───── Records shown

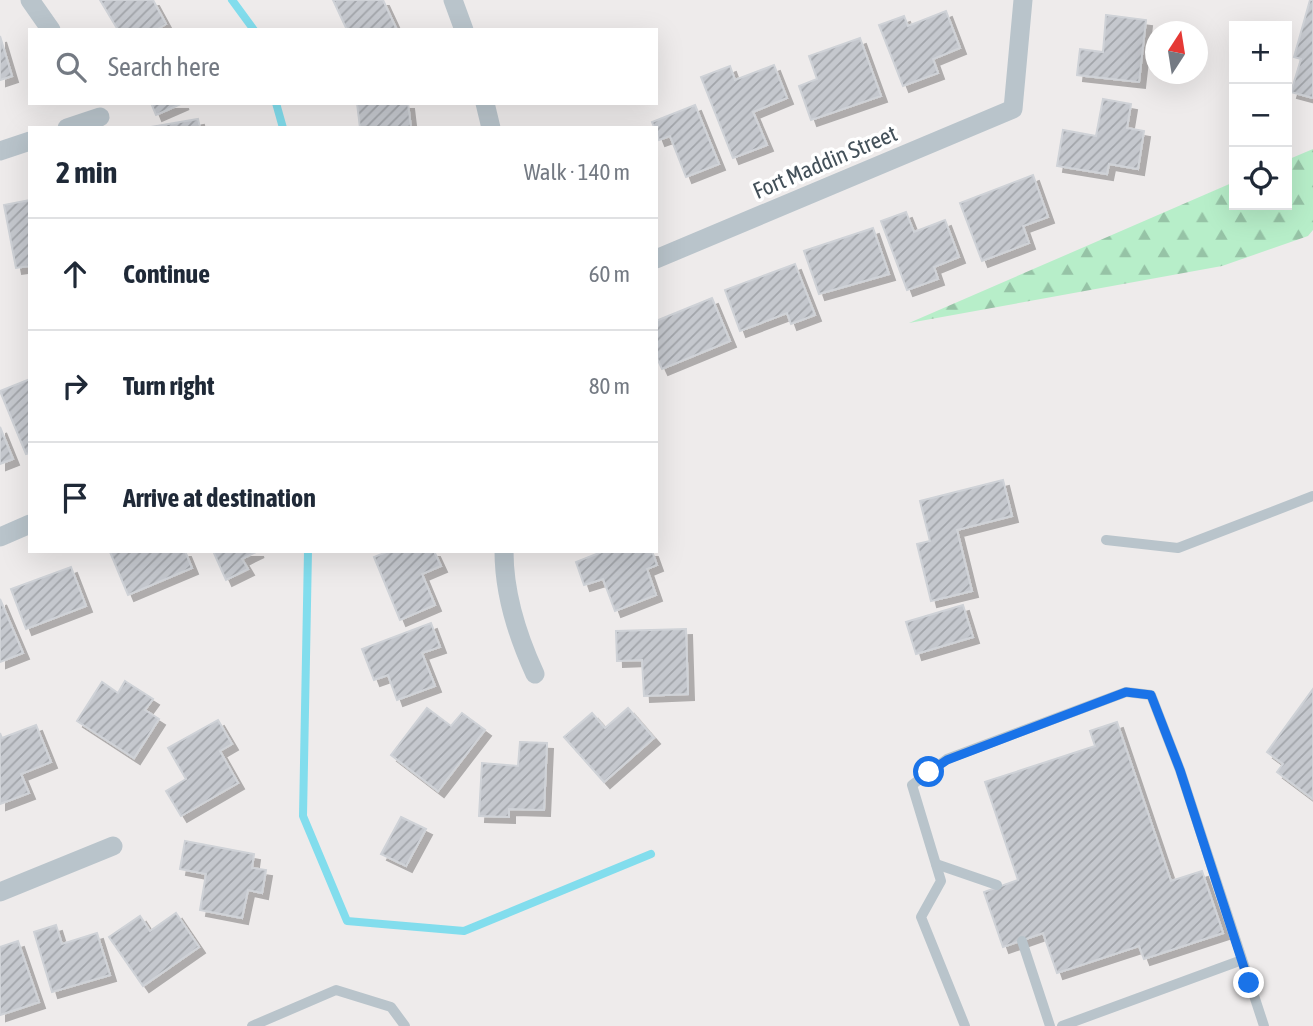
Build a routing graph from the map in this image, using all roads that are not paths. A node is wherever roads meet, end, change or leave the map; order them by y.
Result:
1 (30, 0) edge
2 (453, 0) edge
3 (1023, 0) edge
4 (50, 28) edge
5 (463, 28) edge
6 (485, 105) edge
7 (99, 116) edge
8 (72, 126) edge
9 (491, 126) edge
10 (28, 142) edge
11 (0, 151) edge
12 (658, 258) edge
13 (1313, 496) edge
14 (28, 525) edge
15 (0, 537) edge
16 (1106, 540) dead end
17 (504, 553) edge
18 (536, 674) dead end
19 (113, 846) dead end
20 (936, 864) junction
21 (997, 885) dead end
22 (0, 892) edge
23 (1022, 941) dead end
24 (1242, 960) junction
25 (252, 1026) edge
26 (405, 1026) edge
27 (965, 1026) edge
28 (1050, 1026) edge
29 (1062, 1026) edge
30 (1264, 1026) edge

1 - 4 street
2 - 5 street
3 - 12 street, Fort Maddin Street
6 - 9 street
7 - 8 street
10 - 11 street
13 - 16 lane
14 - 15 street
17 - 18 street
19 - 22 street
20 - 21 lane
20 - 24 lane
20 - 27 lane
23 - 28 lane
24 - 29 lane
24 - 30 lane
25 - 26 lane

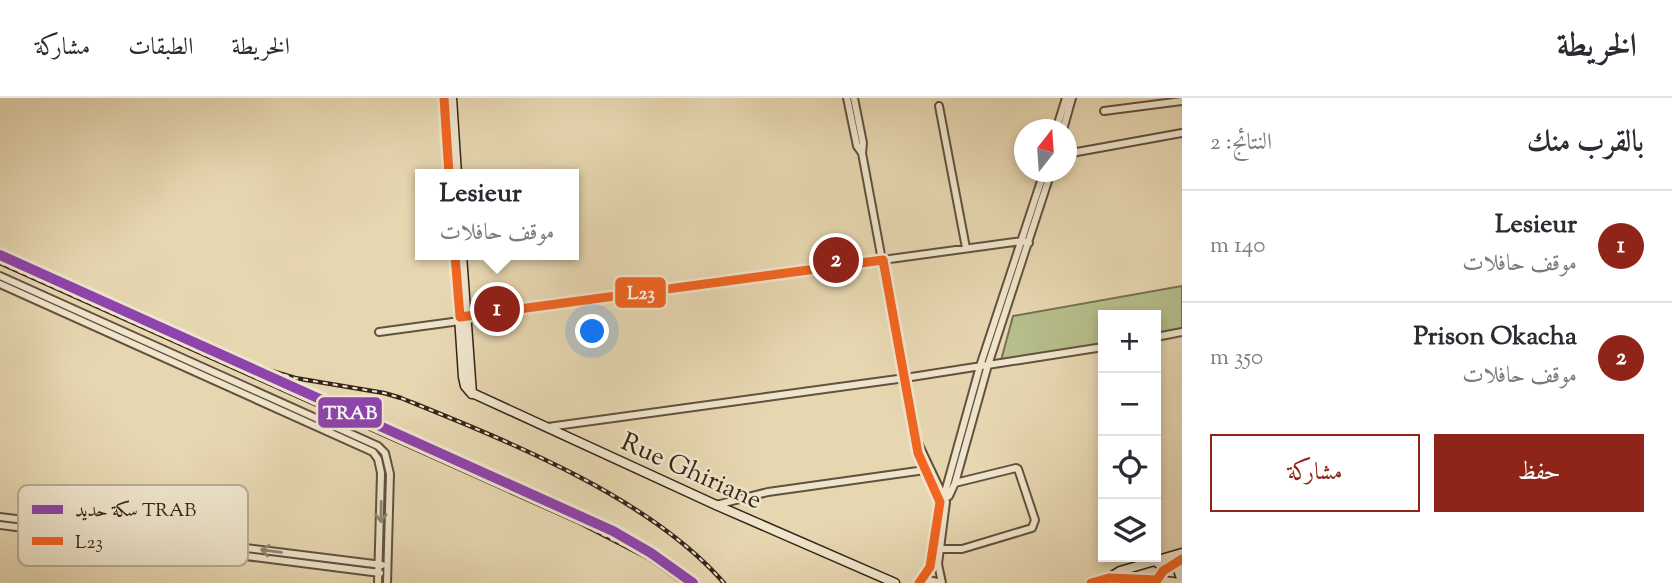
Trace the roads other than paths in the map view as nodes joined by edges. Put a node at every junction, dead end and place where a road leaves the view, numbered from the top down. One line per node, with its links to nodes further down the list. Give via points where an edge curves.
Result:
1 (443, 98): 15 (street)
2 (452, 98): 16 (street)
3 (848, 98): 14 (street)
4 (854, 98): 14 (street)
5 (1066, 98): 10 (street)
6 (1072, 98): 11 (street)
7 (1182, 101): 9 (street)
8 (939, 106): 20 (street)
9 (1104, 111)
10 (1059, 119)
11 (1066, 119)
12 (1182, 133): 13 (street)
13 (1077, 152)
14 (862, 153): 23 (street)
15 (449, 169)
16 (457, 169)
17 (1041, 182): 19 (street)
18 (1047, 182): 19 (street)
19 (1026, 242): 20 (street); 31 (street)
20 (966, 248): 23 (street)
21 (456, 260): 26 (street)
22 (462, 260): 26 (street)
23 (883, 260): 26 (street); 32 (street)
24 (0, 276): 35 (street, via 371,441)
25 (0, 284): 36 (street, via 369,448)
26 (462, 318): 27 (street); 33 (street, Rue Ghiriane, via 472,394)
27 (379, 332)
28 (1182, 332): 29 (street)
29 (1161, 336)
30 (1098, 348): 31 (street)
31 (984, 366): 32 (street); 38 (street); 39 (street)
32 (905, 378): 33 (street); 34 (street)
33 (546, 428): 40 (street, Rue Ghiriane)
34 (918, 442): 37 (street); 39 (street)
35 (388, 463): 36 (street); 53 (street)
36 (380, 465): 51 (street, one-way to 51)
37 (925, 470): 39 (street); 40 (street, via 768,492)
38 (955, 483): 39 (street, via 950,495); 46 (street, via 1016,468 1035,520 1032,528 962,549)
39 (942, 498): 46 (street, via 946,509); 57 (street, via 930,567)
40 (716, 505): 61 (street, Rue Ghiriane)
41 (0, 517): 42 (street)
42 (18, 519)
43 (0, 526): 44 (street)
44 (18, 528)
45 (248, 548): 51 (street, one-way to 45)
46 (939, 549): 62 (street)
47 (248, 556): 54 (street)
48 (1182, 557): 49 (street); 55 (street); 58 (street)
49 (1161, 561)
50 (1156, 562): 52 (street); 55 (street, via 1161,564)
51 (379, 564): 53 (street); 54 (street)
52 (1147, 565): 55 (street, via 1145,572); 56 (street)
53 (387, 569): 54 (street); 60 (street)
54 (379, 572): 59 (street)
55 (1158, 576): 56 (street); 58 (street)
56 (1109, 578): 63 (street)
57 (921, 581): 62 (street)
58 (1180, 582)
59 (378, 583)
60 (387, 583)
61 (895, 583)
62 (942, 583)
63 (1091, 583)

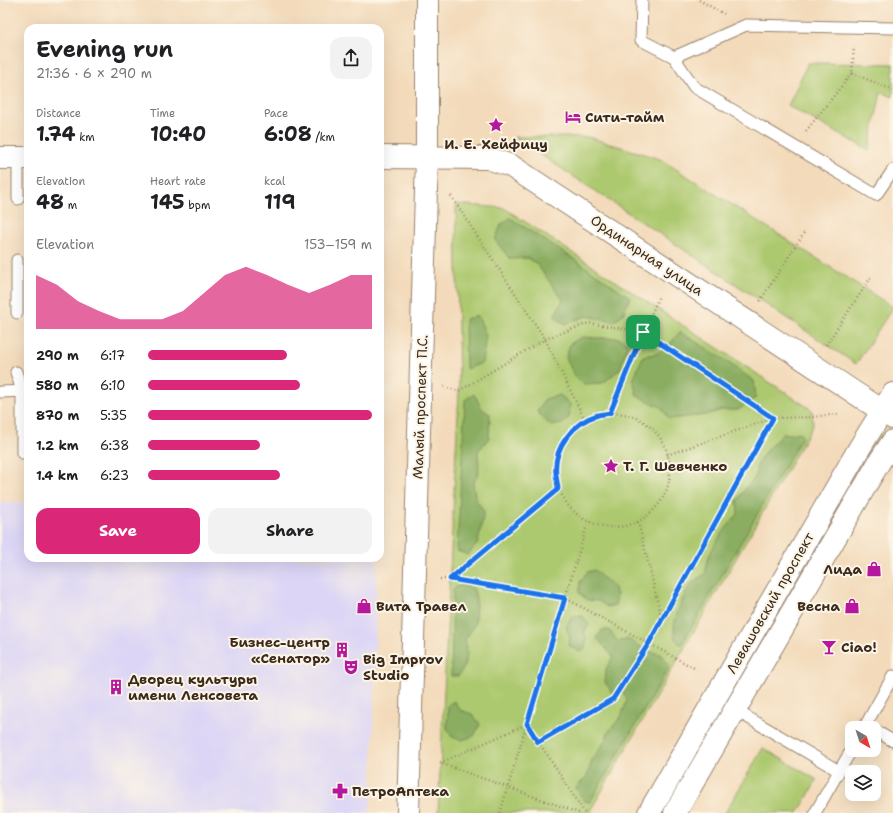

──────────

_What you need to do_
Go through the entries above and write them out again exactly, images left behind.

_The answer_
Build a routing graph from the map in this image, using all roads that are not paths. A node is wherever roads meet, end, change or leave the map; order them by y.
Result:
1 (30, 0) edge
2 (453, 0) edge
3 (1023, 0) edge
4 (50, 28) edge
5 (463, 28) edge
6 (485, 105) edge
7 (99, 116) edge
8 (72, 126) edge
9 (491, 126) edge
10 (28, 142) edge
11 (0, 151) edge
12 (658, 258) edge
13 (1313, 496) edge
14 (28, 525) edge
15 (0, 537) edge
16 (1106, 540) dead end
17 (504, 553) edge
18 (536, 674) dead end
19 (113, 846) dead end
20 (936, 864) junction
21 (997, 885) dead end
22 (0, 892) edge
23 (1022, 941) dead end
24 (1242, 960) junction
25 (252, 1026) edge
26 (405, 1026) edge
27 (965, 1026) edge
28 (1050, 1026) edge
29 (1062, 1026) edge
30 (1264, 1026) edge

1 - 4 street
2 - 5 street
3 - 12 street, Fort Maddin Street
6 - 9 street
7 - 8 street
10 - 11 street
13 - 16 lane
14 - 15 street
17 - 18 street
19 - 22 street
20 - 21 lane
20 - 24 lane
20 - 27 lane
23 - 28 lane
24 - 29 lane
24 - 30 lane
25 - 26 lane

Trace the roads other than paths in the map view as nodes joined by edges. Put a node at every junction, dead end and place where a road leaves the view, numbered from the top down. One line per node, with its links to nodes further down the list. Give via points where an edge curves.
Result:
1 (443, 98): 15 (street)
2 (452, 98): 16 (street)
3 (848, 98): 14 (street)
4 (854, 98): 14 (street)
5 (1066, 98): 10 (street)
6 (1072, 98): 11 (street)
7 (1182, 101): 9 (street)
8 (939, 106): 20 (street)
9 (1104, 111)
10 (1059, 119)
11 (1066, 119)
12 (1182, 133): 13 (street)
13 (1077, 152)
14 (862, 153): 23 (street)
15 (449, 169)
16 (457, 169)
17 (1041, 182): 19 (street)
18 (1047, 182): 19 (street)
19 (1026, 242): 20 (street); 31 (street)
20 (966, 248): 23 (street)
21 (456, 260): 26 (street)
22 (462, 260): 26 (street)
23 (883, 260): 26 (street); 32 (street)
24 (0, 276): 35 (street, via 371,441)
25 (0, 284): 36 (street, via 369,448)
26 (462, 318): 27 (street); 33 (street, Rue Ghiriane, via 472,394)
27 (379, 332)
28 (1182, 332): 29 (street)
29 (1161, 336)
30 (1098, 348): 31 (street)
31 (984, 366): 32 (street); 38 (street); 39 (street)
32 (905, 378): 33 (street); 34 (street)
33 (546, 428): 40 (street, Rue Ghiriane)
34 (918, 442): 37 (street); 39 (street)
35 (388, 463): 36 (street); 53 (street)
36 (380, 465): 51 (street, one-way to 51)
37 (925, 470): 39 (street); 40 (street, via 768,492)
38 (955, 483): 39 (street, via 950,495); 46 (street, via 1016,468 1035,520 1032,528 962,549)
39 (942, 498): 46 (street, via 946,509); 57 (street, via 930,567)
40 (716, 505): 61 (street, Rue Ghiriane)
41 (0, 517): 42 (street)
42 (18, 519)
43 (0, 526): 44 (street)
44 (18, 528)
45 (248, 548): 51 (street, one-way to 45)
46 (939, 549): 62 (street)
47 (248, 556): 54 (street)
48 (1182, 557): 49 (street); 55 (street); 58 (street)
49 (1161, 561)
50 (1156, 562): 52 (street); 55 (street, via 1161,564)
51 (379, 564): 53 (street); 54 (street)
52 (1147, 565): 55 (street, via 1145,572); 56 (street)
53 (387, 569): 54 (street); 60 (street)
54 (379, 572): 59 (street)
55 (1158, 576): 56 (street); 58 (street)
56 (1109, 578): 63 (street)
57 (921, 581): 62 (street)
58 (1180, 582)
59 (378, 583)
60 (387, 583)
61 (895, 583)
62 (942, 583)
63 (1091, 583)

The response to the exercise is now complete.